■ Work to be completed ■
Restate each record word for word, omitting whatever pictures it holds.

------------------------------------------------

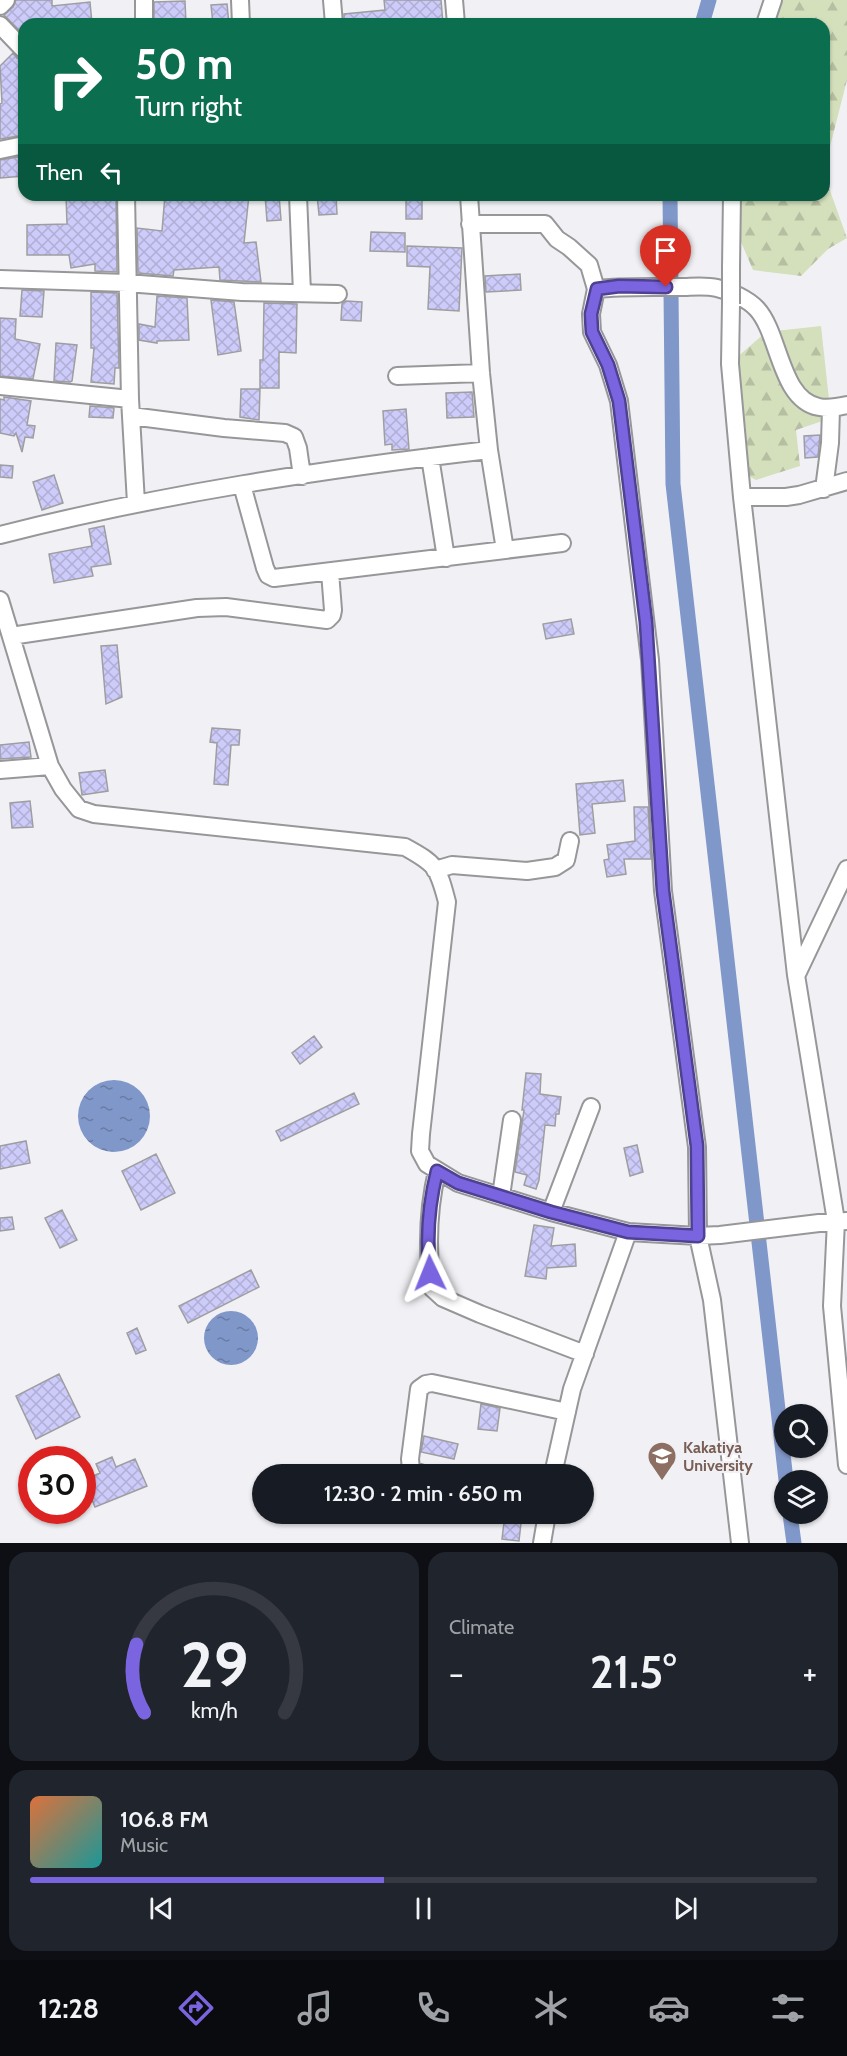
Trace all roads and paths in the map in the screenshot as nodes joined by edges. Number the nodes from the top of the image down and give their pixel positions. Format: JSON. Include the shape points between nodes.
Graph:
{"nodes":[{"id":1,"x":6,"y":0,"type":"edge"},
{"id":2,"x":144,"y":0,"type":"edge"},
{"id":3,"x":240,"y":0,"type":"edge"},
{"id":4,"x":332,"y":0,"type":"edge"},
{"id":5,"x":454,"y":0,"type":"edge"},
{"id":6,"x":773,"y":0,"type":"edge"},
{"id":7,"x":0,"y":6,"type":"edge"},
{"id":8,"x":144,"y":18,"type":"edge"},
{"id":9,"x":241,"y":18,"type":"edge"},
{"id":10,"x":334,"y":18,"type":"edge"},
{"id":11,"x":456,"y":18,"type":"edge"},
{"id":12,"x":767,"y":18,"type":"edge"},
{"id":13,"x":0,"y":25,"type":"edge"},
{"id":14,"x":18,"y":44,"type":"edge"},
{"id":15,"x":18,"y":147,"type":"edge"},
{"id":16,"x":0,"y":150,"type":"edge"},
{"id":17,"x":126,"y":201,"type":"edge"},
{"id":18,"x":298,"y":201,"type":"edge"},
{"id":19,"x":469,"y":201,"type":"edge"},
{"id":20,"x":732,"y":201,"type":"edge"},
{"id":21,"x":470,"y":225,"type":"junction"},
{"id":22,"x":0,"y":279,"type":"edge"},
{"id":23,"x":128,"y":283,"type":"junction"},
{"id":24,"x":597,"y":289,"type":"junction"},
{"id":25,"x":302,"y":293,"type":"junction"},
{"id":26,"x":338,"y":294,"type":"dead end"},
{"id":27,"x":481,"y":373,"type":"junction"},
{"id":28,"x":398,"y":376,"type":"dead end"},
{"id":29,"x":0,"y":386,"type":"edge"},
{"id":30,"x":839,"y":407,"type":"edge"},
{"id":31,"x":131,"y":408,"type":"junction"},
{"id":32,"x":847,"y":442,"type":"edge"},
{"id":33,"x":830,"y":443,"type":"junction"},
{"id":34,"x":489,"y":450,"type":"junction"},
{"id":35,"x":430,"y":457,"type":"junction"},
{"id":36,"x":302,"y":476,"type":"junction"},
{"id":37,"x":847,"y":481,"type":"edge"},
{"id":38,"x":242,"y":485,"type":"junction"},
{"id":39,"x":824,"y":489,"type":"junction"},
{"id":40,"x":742,"y":497,"type":"junction"},
{"id":41,"x":136,"y":503,"type":"junction"},
{"id":42,"x":0,"y":535,"type":"edge"},
{"id":43,"x":562,"y":543,"type":"dead end"},
{"id":44,"x":506,"y":550,"type":"junction"},
{"id":45,"x":446,"y":558,"type":"junction"},
{"id":46,"x":330,"y":572,"type":"junction"},
{"id":47,"x":0,"y":600,"type":"edge"},
{"id":48,"x":11,"y":636,"type":"junction"},
{"id":49,"x":50,"y":766,"type":"junction"},
{"id":50,"x":0,"y":770,"type":"edge"},
{"id":51,"x":570,"y":841,"type":"dead end"},
{"id":52,"x":847,"y":869,"type":"edge"},
{"id":53,"x":435,"y":870,"type":"junction"},
{"id":54,"x":839,"y":900,"type":"edge"},
{"id":55,"x":796,"y":975,"type":"junction"},
{"id":56,"x":591,"y":1107,"type":"dead end"},
{"id":57,"x":512,"y":1119,"type":"dead end"},
{"id":58,"x":437,"y":1171,"type":"junction"},
{"id":59,"x":501,"y":1196,"type":"junction"},
{"id":60,"x":551,"y":1212,"type":"junction"},
{"id":61,"x":842,"y":1221,"type":"edge"},
{"id":62,"x":628,"y":1232,"type":"junction"},
{"id":63,"x":698,"y":1236,"type":"junction"},
{"id":64,"x":585,"y":1354,"type":"junction"},
{"id":65,"x":567,"y":1412,"type":"junction"},
{"id":66,"x":410,"y":1464,"type":"edge"},
{"id":67,"x":555,"y":1464,"type":"edge"},
{"id":68,"x":847,"y":1465,"type":"edge"},
{"id":69,"x":545,"y":1524,"type":"edge"},
{"id":70,"x":542,"y":1543,"type":"edge"},
{"id":71,"x":740,"y":1543,"type":"edge"}],
"edges":[{"from":1,"to":7,"type":"street"},
{"from":2,"to":8,"type":"street"},
{"from":3,"to":9,"type":"street"},
{"from":4,"to":10,"type":"street"},
{"from":5,"to":11,"type":"street"},
{"from":6,"to":12,"type":"street"},
{"from":13,"to":14,"type":"street"},
{"from":15,"to":16,"type":"street"},
{"from":17,"to":23,"type":"street"},
{"from":18,"to":25,"type":"street"},
{"from":19,"to":21,"type":"street"},
{"from":20,"to":40,"type":"street","bridge":true,"via":[[730,364]]},
{"from":21,"to":24,"type":"street","via":[[545,224],[589,265]]},
{"from":21,"to":27,"type":"street"},
{"from":22,"to":23,"type":"street"},
{"from":23,"to":25,"type":"street"},
{"from":23,"to":31,"type":"street"},
{"from":24,"to":30,"type":"street","via":[[712,287],[738,296],[757,309],[766,322],[795,390],[813,406]]},
{"from":24,"to":63,"type":"street","via":[[591,314],[592,332],[619,401],[646,622],[663,891],[697,1146]]},
{"from":25,"to":26,"type":"street"},
{"from":27,"to":28,"type":"street"},
{"from":27,"to":34,"type":"street"},
{"from":29,"to":31,"type":"street"},
{"from":30,"to":33,"type":"street"},
{"from":31,"to":36,"type":"street","via":[[224,428],[285,433],[294,437]]},
{"from":31,"to":41,"type":"street"},
{"from":32,"to":33,"type":"street"},
{"from":33,"to":39,"type":"street"},
{"from":34,"to":35,"type":"street"},
{"from":34,"to":44,"type":"street"},
{"from":35,"to":36,"type":"street"},
{"from":35,"to":45,"type":"street"},
{"from":36,"to":38,"type":"street"},
{"from":37,"to":39,"type":"street"},
{"from":38,"to":41,"type":"street"},
{"from":38,"to":46,"type":"street","via":[[268,575],[280,578]]},
{"from":39,"to":40,"type":"street","via":[[786,497]]},
{"from":40,"to":55,"type":"street"},
{"from":41,"to":42,"type":"street"},
{"from":43,"to":44,"type":"street"},
{"from":44,"to":45,"type":"street"},
{"from":45,"to":46,"type":"street"},
{"from":46,"to":48,"type":"street","via":[[333,610],[327,620],[216,607]]},
{"from":47,"to":48,"type":"street"},
{"from":48,"to":49,"type":"street"},
{"from":49,"to":50,"type":"street"},
{"from":49,"to":53,"type":"street","via":[[80,809],[94,814],[405,847],[429,860]]},
{"from":51,"to":53,"type":"street","via":[[566,860],[555,867],[527,871],[452,865]]},
{"from":52,"to":54,"type":"street"},
{"from":53,"to":58,"type":"street","via":[[447,902],[420,1151],[427,1164]]},
{"from":54,"to":55,"type":"street"},
{"from":55,"to":61,"type":"street"},
{"from":56,"to":60,"type":"street"},
{"from":57,"to":59,"type":"street"},
{"from":58,"to":59,"type":"street","via":[[458,1183]]},
{"from":58,"to":64,"type":"street","via":[[431,1197],[428,1258],[432,1288],[443,1298]]},
{"from":59,"to":60,"type":"street"},
{"from":60,"to":62,"type":"street"},
{"from":61,"to":63,"type":"street"},
{"from":61,"to":68,"type":"street","via":[[832,1306]]},
{"from":62,"to":63,"type":"street"},
{"from":62,"to":64,"type":"street"},
{"from":63,"to":71,"type":"street","via":[[712,1300]]},
{"from":64,"to":65,"type":"street"},
{"from":65,"to":66,"type":"street","via":[[426,1383],[419,1389]]},
{"from":65,"to":67,"type":"street"},
{"from":69,"to":70,"type":"street"}]}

------------------------------------------------

■ Result below ■
Trace all roads and paths in the map in the screenshot as nodes joined by edges. Number the nodes from the top of the image down and give their pixel positions. Format: JSON. Include the shape points between nodes.
Graph:
{"nodes":[{"id":1,"x":6,"y":0,"type":"edge"},
{"id":2,"x":144,"y":0,"type":"edge"},
{"id":3,"x":240,"y":0,"type":"edge"},
{"id":4,"x":332,"y":0,"type":"edge"},
{"id":5,"x":454,"y":0,"type":"edge"},
{"id":6,"x":773,"y":0,"type":"edge"},
{"id":7,"x":0,"y":6,"type":"edge"},
{"id":8,"x":144,"y":18,"type":"edge"},
{"id":9,"x":241,"y":18,"type":"edge"},
{"id":10,"x":334,"y":18,"type":"edge"},
{"id":11,"x":456,"y":18,"type":"edge"},
{"id":12,"x":767,"y":18,"type":"edge"},
{"id":13,"x":0,"y":25,"type":"edge"},
{"id":14,"x":18,"y":44,"type":"edge"},
{"id":15,"x":18,"y":147,"type":"edge"},
{"id":16,"x":0,"y":150,"type":"edge"},
{"id":17,"x":126,"y":201,"type":"edge"},
{"id":18,"x":298,"y":201,"type":"edge"},
{"id":19,"x":469,"y":201,"type":"edge"},
{"id":20,"x":732,"y":201,"type":"edge"},
{"id":21,"x":470,"y":225,"type":"junction"},
{"id":22,"x":0,"y":279,"type":"edge"},
{"id":23,"x":128,"y":283,"type":"junction"},
{"id":24,"x":597,"y":289,"type":"junction"},
{"id":25,"x":302,"y":293,"type":"junction"},
{"id":26,"x":338,"y":294,"type":"dead end"},
{"id":27,"x":481,"y":373,"type":"junction"},
{"id":28,"x":398,"y":376,"type":"dead end"},
{"id":29,"x":0,"y":386,"type":"edge"},
{"id":30,"x":839,"y":407,"type":"edge"},
{"id":31,"x":131,"y":408,"type":"junction"},
{"id":32,"x":847,"y":442,"type":"edge"},
{"id":33,"x":830,"y":443,"type":"junction"},
{"id":34,"x":489,"y":450,"type":"junction"},
{"id":35,"x":430,"y":457,"type":"junction"},
{"id":36,"x":302,"y":476,"type":"junction"},
{"id":37,"x":847,"y":481,"type":"edge"},
{"id":38,"x":242,"y":485,"type":"junction"},
{"id":39,"x":824,"y":489,"type":"junction"},
{"id":40,"x":742,"y":497,"type":"junction"},
{"id":41,"x":136,"y":503,"type":"junction"},
{"id":42,"x":0,"y":535,"type":"edge"},
{"id":43,"x":562,"y":543,"type":"dead end"},
{"id":44,"x":506,"y":550,"type":"junction"},
{"id":45,"x":446,"y":558,"type":"junction"},
{"id":46,"x":330,"y":572,"type":"junction"},
{"id":47,"x":0,"y":600,"type":"edge"},
{"id":48,"x":11,"y":636,"type":"junction"},
{"id":49,"x":50,"y":766,"type":"junction"},
{"id":50,"x":0,"y":770,"type":"edge"},
{"id":51,"x":570,"y":841,"type":"dead end"},
{"id":52,"x":847,"y":869,"type":"edge"},
{"id":53,"x":435,"y":870,"type":"junction"},
{"id":54,"x":839,"y":900,"type":"edge"},
{"id":55,"x":796,"y":975,"type":"junction"},
{"id":56,"x":591,"y":1107,"type":"dead end"},
{"id":57,"x":512,"y":1119,"type":"dead end"},
{"id":58,"x":437,"y":1171,"type":"junction"},
{"id":59,"x":501,"y":1196,"type":"junction"},
{"id":60,"x":551,"y":1212,"type":"junction"},
{"id":61,"x":842,"y":1221,"type":"edge"},
{"id":62,"x":628,"y":1232,"type":"junction"},
{"id":63,"x":698,"y":1236,"type":"junction"},
{"id":64,"x":585,"y":1354,"type":"junction"},
{"id":65,"x":567,"y":1412,"type":"junction"},
{"id":66,"x":410,"y":1464,"type":"edge"},
{"id":67,"x":555,"y":1464,"type":"edge"},
{"id":68,"x":847,"y":1465,"type":"edge"},
{"id":69,"x":545,"y":1524,"type":"edge"},
{"id":70,"x":542,"y":1543,"type":"edge"},
{"id":71,"x":740,"y":1543,"type":"edge"}],
"edges":[{"from":1,"to":7,"type":"street"},
{"from":2,"to":8,"type":"street"},
{"from":3,"to":9,"type":"street"},
{"from":4,"to":10,"type":"street"},
{"from":5,"to":11,"type":"street"},
{"from":6,"to":12,"type":"street"},
{"from":13,"to":14,"type":"street"},
{"from":15,"to":16,"type":"street"},
{"from":17,"to":23,"type":"street"},
{"from":18,"to":25,"type":"street"},
{"from":19,"to":21,"type":"street"},
{"from":20,"to":40,"type":"street","bridge":true,"via":[[730,364]]},
{"from":21,"to":24,"type":"street","via":[[545,224],[589,265]]},
{"from":21,"to":27,"type":"street"},
{"from":22,"to":23,"type":"street"},
{"from":23,"to":25,"type":"street"},
{"from":23,"to":31,"type":"street"},
{"from":24,"to":30,"type":"street","via":[[712,287],[738,296],[757,309],[766,322],[795,390],[813,406]]},
{"from":24,"to":63,"type":"street","via":[[591,314],[592,332],[619,401],[646,622],[663,891],[697,1146]]},
{"from":25,"to":26,"type":"street"},
{"from":27,"to":28,"type":"street"},
{"from":27,"to":34,"type":"street"},
{"from":29,"to":31,"type":"street"},
{"from":30,"to":33,"type":"street"},
{"from":31,"to":36,"type":"street","via":[[224,428],[285,433],[294,437]]},
{"from":31,"to":41,"type":"street"},
{"from":32,"to":33,"type":"street"},
{"from":33,"to":39,"type":"street"},
{"from":34,"to":35,"type":"street"},
{"from":34,"to":44,"type":"street"},
{"from":35,"to":36,"type":"street"},
{"from":35,"to":45,"type":"street"},
{"from":36,"to":38,"type":"street"},
{"from":37,"to":39,"type":"street"},
{"from":38,"to":41,"type":"street"},
{"from":38,"to":46,"type":"street","via":[[268,575],[280,578]]},
{"from":39,"to":40,"type":"street","via":[[786,497]]},
{"from":40,"to":55,"type":"street"},
{"from":41,"to":42,"type":"street"},
{"from":43,"to":44,"type":"street"},
{"from":44,"to":45,"type":"street"},
{"from":45,"to":46,"type":"street"},
{"from":46,"to":48,"type":"street","via":[[333,610],[327,620],[216,607]]},
{"from":47,"to":48,"type":"street"},
{"from":48,"to":49,"type":"street"},
{"from":49,"to":50,"type":"street"},
{"from":49,"to":53,"type":"street","via":[[80,809],[94,814],[405,847],[429,860]]},
{"from":51,"to":53,"type":"street","via":[[566,860],[555,867],[527,871],[452,865]]},
{"from":52,"to":54,"type":"street"},
{"from":53,"to":58,"type":"street","via":[[447,902],[420,1151],[427,1164]]},
{"from":54,"to":55,"type":"street"},
{"from":55,"to":61,"type":"street"},
{"from":56,"to":60,"type":"street"},
{"from":57,"to":59,"type":"street"},
{"from":58,"to":59,"type":"street","via":[[458,1183]]},
{"from":58,"to":64,"type":"street","via":[[431,1197],[428,1258],[432,1288],[443,1298]]},
{"from":59,"to":60,"type":"street"},
{"from":60,"to":62,"type":"street"},
{"from":61,"to":63,"type":"street"},
{"from":61,"to":68,"type":"street","via":[[832,1306]]},
{"from":62,"to":63,"type":"street"},
{"from":62,"to":64,"type":"street"},
{"from":63,"to":71,"type":"street","via":[[712,1300]]},
{"from":64,"to":65,"type":"street"},
{"from":65,"to":66,"type":"street","via":[[426,1383],[419,1389]]},
{"from":65,"to":67,"type":"street"},
{"from":69,"to":70,"type":"street"}]}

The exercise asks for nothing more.